Google Analytics, bots, and ghost traffic

As we discovered in a 2016 DeviceAtlas Mobile Web Intelligence Report, up to 50% of all website traffic can be attributed to bots, dark traffic, spammy referrals and all sorts of ne’er-do-well actors.

Removing these sources from your reporting suite not only gives you a more accurate picture of where genuine traffic is coming from, but can help you plan ahead and put your spend where it works best for you. Muddying the waters can lead to incorrect assumptions and guesses, costing you money.
bot-traffic-breakdown
But what if you want to remove useless traffic not only from your reports, but from your overall web experience too? Is it possible to stop bots at the door, so they don’t appear in your reports and don’t even get to see your content? This can reduce infrastructure costs, bandwidth etc.

Let’s first examine where bots came from, why they were created, and why we’re now inundated with fake traffic, ad-fraud and click-spam as a result.

The evolution of bots

Bots, in the web-sense at least, are described as a “software application that performs automated tasks by running scripts over the internet”.

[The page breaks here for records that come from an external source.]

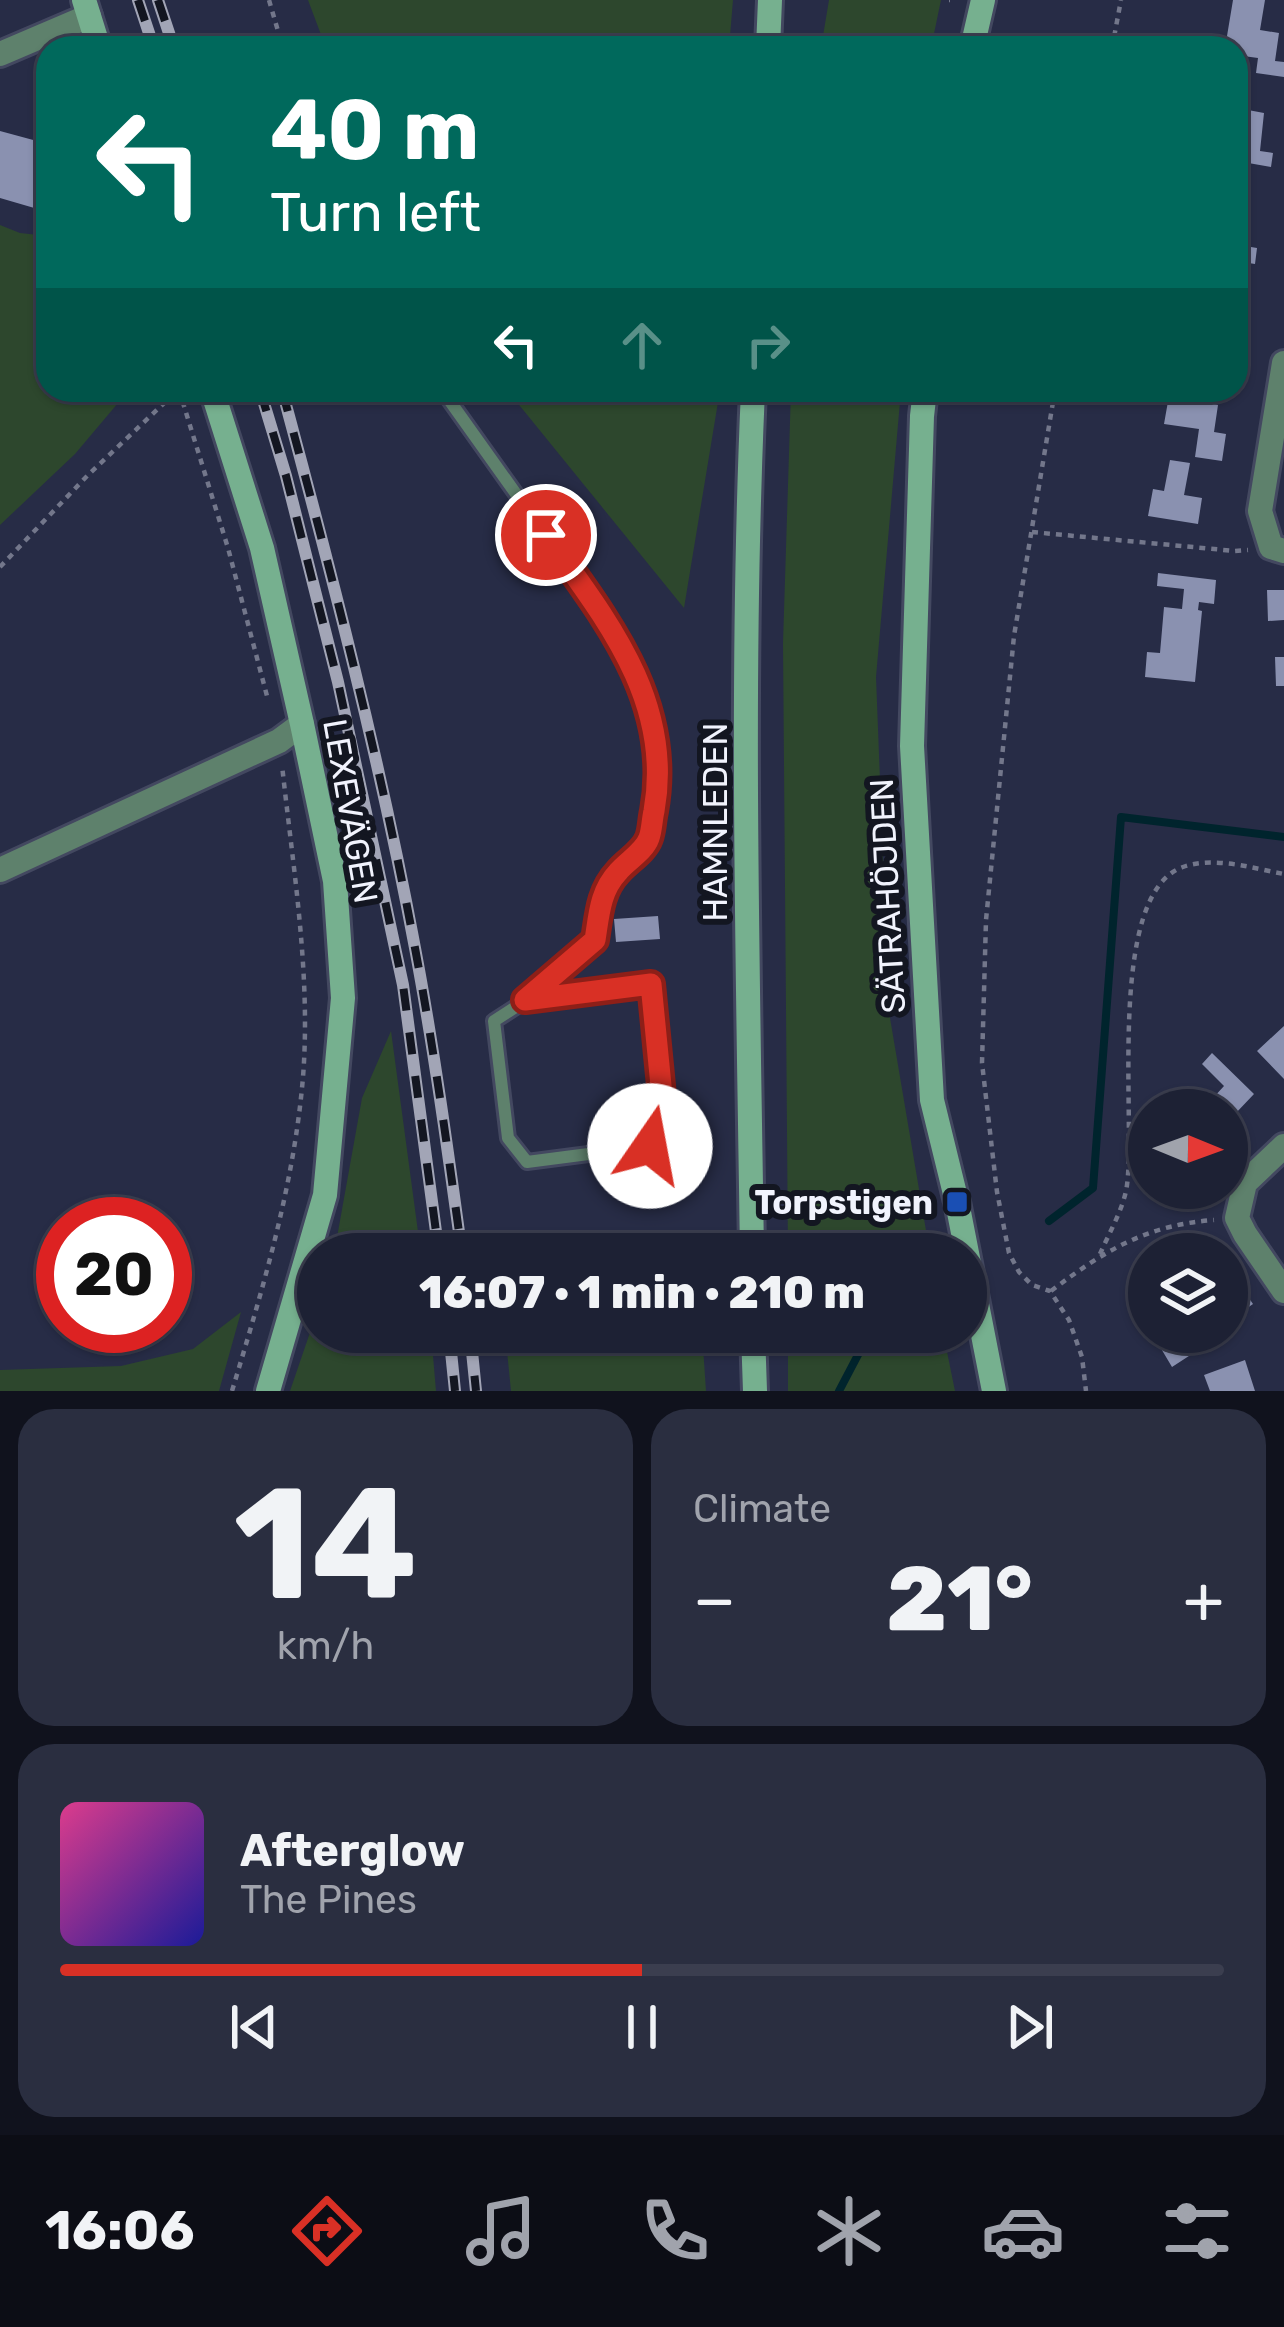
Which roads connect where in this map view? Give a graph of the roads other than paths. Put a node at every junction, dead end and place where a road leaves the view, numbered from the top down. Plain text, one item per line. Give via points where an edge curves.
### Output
1 (983, 0) edge
2 (771, 4) edge
3 (86, 8) edge
4 (769, 36) edge
5 (975, 36) edge
6 (0, 54) edge
7 (1284, 363) edge
8 (216, 402) edge
9 (451, 402) edge
10 (752, 402) edge
11 (924, 402) edge
12 (1278, 549) edge
13 (302, 724) junction
14 (0, 871) edge
15 (525, 1000) junction
16 (1284, 1146) edge
17 (752, 1233) edge
18 (1284, 1291) edge
19 (754, 1353) edge
20 (268, 1391) edge
21 (755, 1391) edge
22 (994, 1391) edge

1 - 5 street
2 - 4 street
3 - 6 street
7 - 12 street via 1260,511
8 - 13 street, LEXEVÄGEN via 262,548
9 - 15 lane via 620,640 657,743 648,843 602,896 595,940
10 - 17 street, HAMNLEDEN
11 - 22 street, SÄTRAHÖJDEN via 912,746 932,1100
13 - 14 street
13 - 20 street, LEXEVÄGEN via 335,881 343,998 325,1195
15 - 15 lane via 494,1021 508,1138 527,1162 650,1146 664,1116 651,984
16 - 18 street via 1245,1183 1241,1226
19 - 21 street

We use them every single day, unconsciously interacting with an armada of automated tasks in almost every interaction online.

They’ve been around as long as the web, and their building blocks long before. Today’s web-bots owe their existence to the groundwork laid by the likes of Babbage, Bertrand Russell and Alan Turing. The idea of creating a mechanical device to process information in an intelligent way has been the holy grail for mathematicians, engineers and lateral thinkers since Aristotle.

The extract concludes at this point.